|satu|

211 35 1
                                    

    
     Hari ini gue patah hati.

     Walaupun dari luar, gue tampak segar, tidak menggambarkan rupa-rupa galau sama sekali, gue tampak bahagia.

     Karena nggak perlu ada yang tau. Nggak perlu ada yang tau bahwa di dalem hati gue hancur.

     Bukan, ini bukan salah siapa-siapa, gue nggak dicampakkan atau ditinggal, sebaliknya juga nggak begitu. Tapi kalau kalian tanya akibat siapa, ya, panggil saja penyebab utama segala cerita ini adalah Putra.

     Bukan, bukan Putra anak basket yang menjadi buah bibir seluruh populasi wanita di sekolah. Di sekolah gue ada dua Putra, satunya Putra dengn segala keistimewaannya, dan satunya Putra yang invisible.

     Nggak seluruh anggota sekolah sadar bahwa ada dua Putra di sekolah ini selain Putra yang itu.
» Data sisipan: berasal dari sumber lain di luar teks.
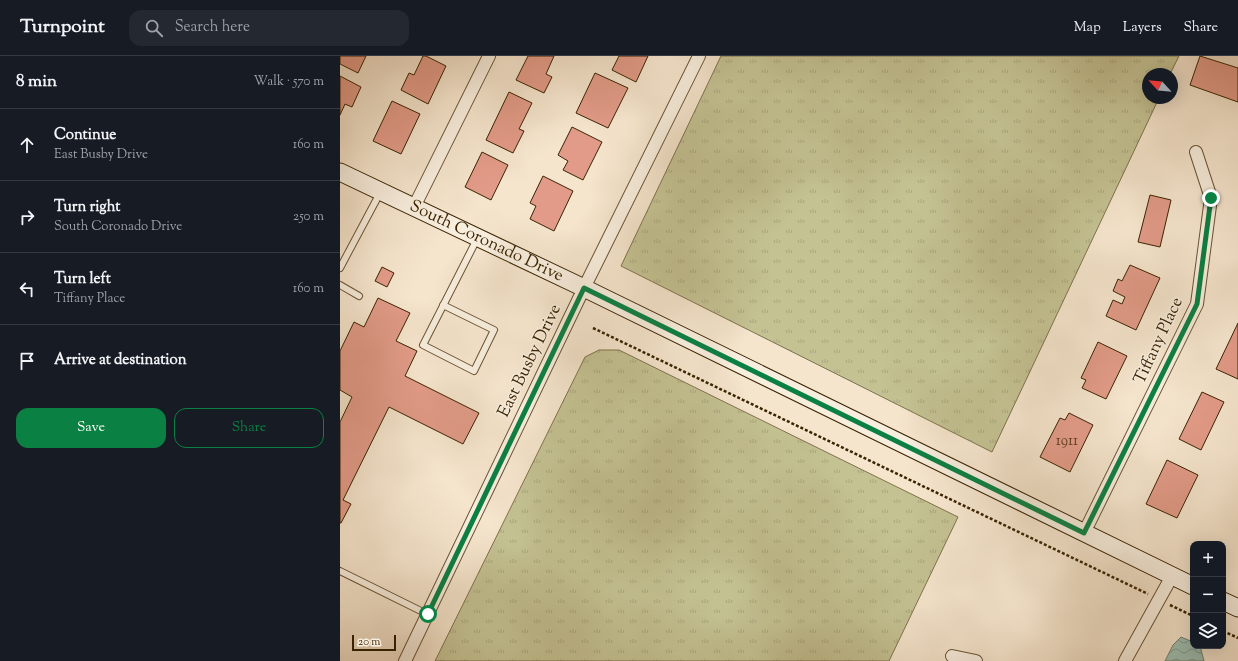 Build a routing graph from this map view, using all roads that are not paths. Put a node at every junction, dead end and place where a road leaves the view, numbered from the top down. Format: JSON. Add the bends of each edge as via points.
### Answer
{"nodes":[{"id":1,"x":489,"y":56,"type":"edge"},
{"id":2,"x":699,"y":56,"type":"edge"},
{"id":3,"x":1196,"y":152,"type":"dead end"},
{"id":4,"x":340,"y":172,"type":"edge"},
{"id":5,"x":380,"y":191,"type":"junction"},
{"id":6,"x":414,"y":207,"type":"junction"},
{"id":7,"x":478,"y":238,"type":"junction"},
{"id":8,"x":340,"y":268,"type":"edge"},
{"id":9,"x":340,"y":285,"type":"edge"},
{"id":10,"x":584,"y":288,"type":"junction"},
{"id":11,"x":359,"y":296,"type":"dead end"},
{"id":12,"x":443,"y":305,"type":"junction"},
{"id":13,"x":1084,"y":533,"type":"junction"},
{"id":14,"x":340,"y":571,"type":"edge"},
{"id":15,"x":1172,"y":576,"type":"junction"},
{"id":16,"x":1190,"y":585,"type":"edge"},
{"id":17,"x":1226,"y":602,"type":"edge"},
{"id":18,"x":1238,"y":608,"type":"edge"},
{"id":19,"x":428,"y":614,"type":"junction"},
{"id":20,"x":952,"y":656,"type":"dead end"},
{"id":21,"x":405,"y":661,"type":"edge"},
{"id":22,"x":976,"y":661,"type":"edge"},
{"id":23,"x":1125,"y":661,"type":"edge"}],
"edges":[{"from":1,"to":6,"type":"street"},
{"from":2,"to":10,"type":"street","name":"East Busby Drive"},
{"from":3,"to":13,"type":"street","name":"Tiffany Place","via":[[1211,198],[1197,304]]},
{"from":4,"to":5,"type":"street","name":"South Coronado Drive"},
{"from":5,"to":6,"type":"street","name":"South Coronado Drive"},
{"from":5,"to":8,"type":"lane"},
{"from":6,"to":7,"type":"street","name":"South Coronado Drive"},
{"from":7,"to":10,"type":"street","name":"South Coronado Drive"},
{"from":7,"to":12,"type":"lane"},
{"from":9,"to":11,"type":"lane"},
{"from":10,"to":13,"type":"street","name":"South Coronado Drive"},
{"from":10,"to":19,"type":"street","name":"East Busby Drive"},
{"from":12,"to":12,"type":"lane","via":[[423,345],[474,371],[494,330]]},
{"from":13,"to":15,"type":"street","name":"South Coronado Drive"},
{"from":14,"to":19,"type":"lane"},
{"from":15,"to":16,"type":"street","name":"South Coronado Drive"},
{"from":15,"to":23,"type":"street"},
{"from":17,"to":18,"type":"street"},
{"from":19,"to":21,"type":"street","name":"East Busby Drive"},
{"from":20,"to":22,"type":"street"}]} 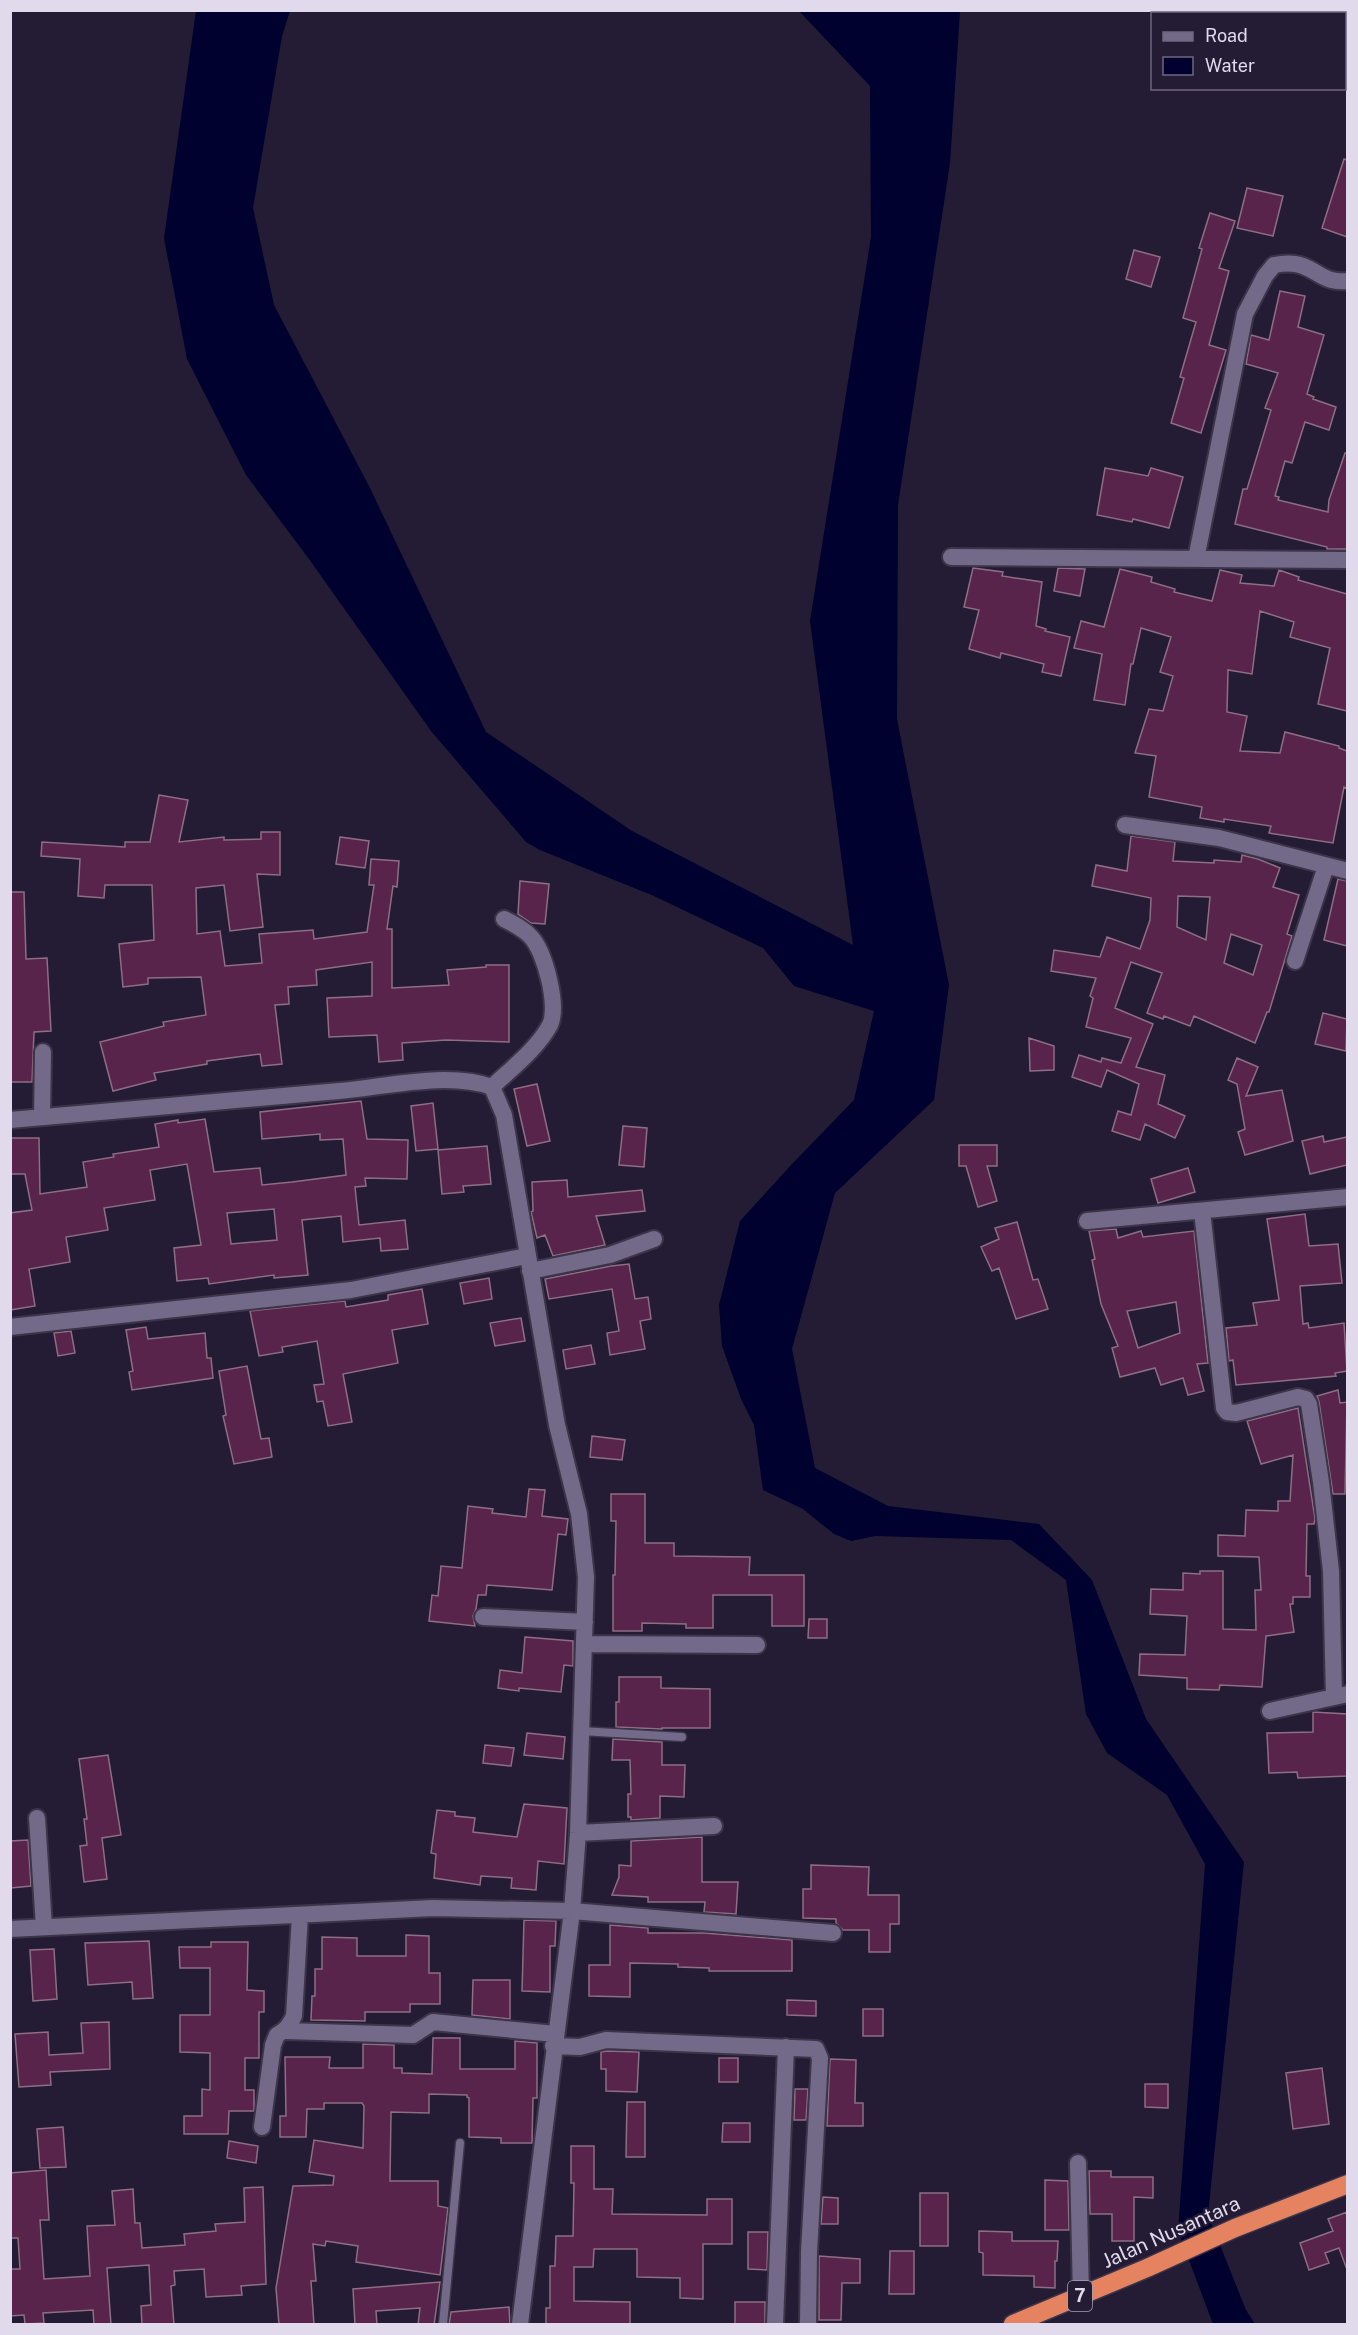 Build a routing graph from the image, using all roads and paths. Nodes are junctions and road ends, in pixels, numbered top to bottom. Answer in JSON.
{"nodes":[{"id":1,"x":1347,"y":281,"type":"edge"},
{"id":2,"x":951,"y":557,"type":"dead end"},
{"id":3,"x":1196,"y":559,"type":"junction"},
{"id":4,"x":1347,"y":560,"type":"edge"},
{"id":5,"x":1125,"y":825,"type":"dead end"},
{"id":6,"x":1326,"y":866,"type":"junction"},
{"id":7,"x":1347,"y":871,"type":"edge"},
{"id":8,"x":504,"y":919,"type":"dead end"},
{"id":9,"x":1295,"y":961,"type":"dead end"},
{"id":10,"x":43,"y":1052,"type":"dead end"},
{"id":11,"x":492,"y":1087,"type":"junction"},
{"id":12,"x":42,"y":1117,"type":"junction"},
{"id":13,"x":10,"y":1120,"type":"edge"},
{"id":14,"x":1347,"y":1197,"type":"edge"},
{"id":15,"x":1202,"y":1211,"type":"junction"},
{"id":16,"x":1087,"y":1221,"type":"dead end"},
{"id":17,"x":654,"y":1239,"type":"dead end"},
{"id":18,"x":529,"y":1263,"type":"junction"},
{"id":19,"x":10,"y":1328,"type":"edge"},
{"id":20,"x":483,"y":1617,"type":"dead end"},
{"id":21,"x":585,"y":1622,"type":"junction"},
{"id":22,"x":584,"y":1644,"type":"junction"},
{"id":23,"x":757,"y":1646,"type":"dead end"},
{"id":24,"x":1341,"y":1696,"type":"edge"},
{"id":25,"x":1270,"y":1711,"type":"dead end"},
{"id":26,"x":581,"y":1731,"type":"junction"},
{"id":27,"x":682,"y":1737,"type":"dead end"},
{"id":28,"x":37,"y":1818,"type":"dead end"},
{"id":29,"x":714,"y":1826,"type":"dead end"},
{"id":30,"x":578,"y":1833,"type":"junction"},
{"id":31,"x":572,"y":1911,"type":"junction"},
{"id":32,"x":300,"y":1915,"type":"junction"},
{"id":33,"x":44,"y":1927,"type":"junction"},
{"id":34,"x":10,"y":1929,"type":"edge"},
{"id":35,"x":833,"y":1933,"type":"dead end"},
{"id":36,"x":286,"y":2031,"type":"junction"},
{"id":37,"x":554,"y":2040,"type":"junction"},
{"id":38,"x":786,"y":2047,"type":"junction"},
{"id":39,"x":262,"y":2127,"type":"dead end"},
{"id":40,"x":460,"y":2143,"type":"dead end"},
{"id":41,"x":1078,"y":2163,"type":"dead end"},
{"id":42,"x":1347,"y":2184,"type":"edge"},
{"id":43,"x":1081,"y":2296,"type":"junction"},
{"id":44,"x":443,"y":2325,"type":"edge"},
{"id":45,"x":520,"y":2325,"type":"edge"},
{"id":46,"x":775,"y":2325,"type":"edge"},
{"id":47,"x":808,"y":2325,"type":"edge"},
{"id":48,"x":1013,"y":2325,"type":"edge"}],
"edges":[{"from":1,"to":3,"type":"street"},
{"from":2,"to":3,"type":"street"},
{"from":3,"to":4,"type":"street"},
{"from":5,"to":6,"type":"street"},
{"from":6,"to":7,"type":"street"},
{"from":6,"to":9,"type":"street"},
{"from":8,"to":11,"type":"street"},
{"from":10,"to":12,"type":"street"},
{"from":11,"to":12,"type":"street"},
{"from":11,"to":18,"type":"street"},
{"from":12,"to":13,"type":"street"},
{"from":14,"to":15,"type":"street"},
{"from":15,"to":16,"type":"street"},
{"from":15,"to":24,"type":"street"},
{"from":17,"to":18,"type":"street"},
{"from":18,"to":19,"type":"street"},
{"from":18,"to":21,"type":"street"},
{"from":20,"to":21,"type":"street"},
{"from":21,"to":22,"type":"street"},
{"from":22,"to":23,"type":"street"},
{"from":22,"to":26,"type":"street"},
{"from":24,"to":25,"type":"street"},
{"from":26,"to":27,"type":"lane"},
{"from":26,"to":30,"type":"street"},
{"from":28,"to":33,"type":"street"},
{"from":29,"to":30,"type":"street"},
{"from":30,"to":31,"type":"street"},
{"from":31,"to":32,"type":"street"},
{"from":31,"to":35,"type":"street"},
{"from":31,"to":37,"type":"street"},
{"from":32,"to":33,"type":"street"},
{"from":32,"to":36,"type":"street"},
{"from":33,"to":34,"type":"street"},
{"from":36,"to":37,"type":"street"},
{"from":36,"to":39,"type":"street"},
{"from":37,"to":38,"type":"street"},
{"from":37,"to":45,"type":"street"},
{"from":38,"to":46,"type":"street"},
{"from":38,"to":47,"type":"street"},
{"from":40,"to":44,"type":"lane"},
{"from":41,"to":43,"type":"street"},
{"from":42,"to":43,"type":"highway","name":"Jalan Nusantara","number":"7"},
{"from":43,"to":48,"type":"highway","name":"Jalan Nusantara","number":"7"}]}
Putra yang satu ini cenderung tertutup, tapi aslinya dia baik, sangat baik malah. Dan gue bersyukur karena nggak ada yang sadar kehadiran dia, nggak ada pula yang sadar bahwa Putra merupakan sosok yang kelewat baik, gue jamin pasti banyak yang naksir karena kebaikannya yang over itu.

     Kalian bisa menebak bahwa gue naksir Putra. Dan tebakan kalian jelas nggak salah, gue beneran naksir sama satu cowok nerd itu dari kelas 10.

     Tapi gue nggak sebanding dengan Putra Bagas Satria, itu kata orang-orang. Katanya, gue yang terlalu baik buat Putra. Padahal mah opini gue jelas mengatakan bahwa gue terlalu sampah buat seorang Putra yang baik.

     Ini agak paradox, tapi sejujurnya gue pernah ditembak Putra, Putra yang satunya, karena dia ngira gue naksir dia duluan. Padahal nggak, dia salah orang, bukan Putra itu yang gue maksud, walaupun sampai sekarang nggak ada yang bisa nyangka kalau gue naksir Putra yang itu.

     Gue dijodoh-jodohin sama Putra sampai dari kelas 11 kelas 12, publik bilang kita cocok dalam segala aspek, sama-sama bintang sekolah. Tapi selama setahun itu, orang-orang nggak ada yang sadar kalau mereka salah Putra. Bukan Putra ini yang gue maksud, tapi yang itu.

Endingnya, setelah banyak orang yang mencocok-cocoki kita, Putra beneran naksir gue. Gue nggak tau kenapa bisa dan gimana ceritanya. Dan akhirnya, kita mulai deket.

Seiring dekatnya kita, gue malah semakin merasa berdosa. Istilahnya, gue friendzone-in tuh si Putra. Karena perasaan gue nggak pernah berubah sedikitpun, hati gue tetep ada di Putra Bagas Satria.

Namun kenyataannya Putra Bagas Satria nggak pernah ngelirik gue, karena menurutnya gue nggak pernah menarik. Gue bukan murid teladan yang bisa buat dia terkesima. Gue cuma siswi urakan yang entah kenapa membuahkan banyak simpati masyarakat.

Gue nggak butuh semua simpati itu, gue juga nggak pengen semuanya jadi kaya gini. Sampai suatu hari, guru bahasa Indonesia gue nyuruh gue buat balikin buku di perpustakaan. Itulah pertama kali gue bicara langsung sama Putra, setelah sekian lama mengagumi dalam diam.